Even if we know there are solutions, it is not worth spending too much time on this: if a server restart fixes the issue, this is something that can be done when adding a new navigation case for example.
The cleanup for deployment fragment is part of the Tomcat 7 work: NXROADMAP-37.
This issue will be addressed after the Tomcat 7 alignment, hopefully in September.
For dependencies, we would sometimes need to make them optional. Typically,
nuxeo-polldepends on preview (which is in DM) to disable the preview, but it should work on CAP (with the needed nuxeo jars,but without the preview).
To solve this, we would need to make some requirements optional so that unresolved dependencies may not always trigger errors and break the bundle deployment.
Guillaume rebuilt a clean version of RichFaces including:
- Our patches
- All official patches we found
Guillaume worked on NXP-11967 and NXP-11331 and thanks to that we now have:
- An automatic Conversation creation when the user opens a new Tab/Window
- The 'previous' link has been removed
- A state manager that can handle correctly using Nuxeo in multiple tabs without having problem with the "can not restore view" issue
This work has been merged and validated by tests: this is a major improvement!
More Improvements to Come
We would like to improve our Seam layer to have:
- Better error handling when conversation locking issues occur
- At least know what are the concurrent requests
- If we need to recreate a temporary conversation: create one that can work with Nuxeo!

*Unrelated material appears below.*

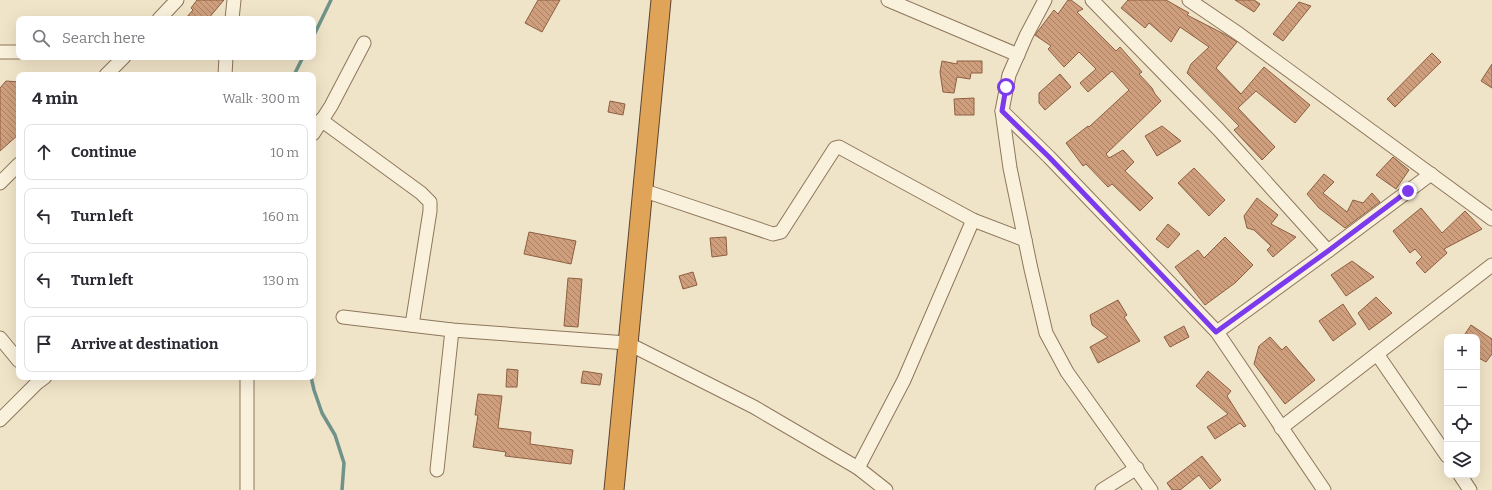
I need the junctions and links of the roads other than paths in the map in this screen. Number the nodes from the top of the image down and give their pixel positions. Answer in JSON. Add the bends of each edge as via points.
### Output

- Provide Nuxeo Runtime Service injection
- This is easy and nice
- Review existing Seam beans to make them lighter
- Use Page rather than Conversation scopes
- Reduce invalidation requirements
- Reduce memory footprint
An other improvement we may want to do is to provide a simple way to integrate JS/Html Widgets with the existing Widget/Layout system. Most people find it complicated to build JSF components and prefer spending time debugging HTML/JS. We should help them in doing that if we have a clean solution.
The global approach is:
- Use a simple h:inputText to create the component in the JSF tree
- Use JSON serialization to init/reset the JS widget from the model
- Use Automation RPC to do the processing
- Use valueHolder to manage transient state in JSF tree
A first tentative was done with nuxeo-select2-integration and associated task https://jira.nuxeo.com/browse/NXP-12018
The task for aligning on Tomcat 7 is still here: NXP-10071. It was first reverted because of some broken tests, and since then some overlapping work has been done on the datasources system (to support non XA mode). Julien (probably with some help from Stephane) will try to realign and merge the branch.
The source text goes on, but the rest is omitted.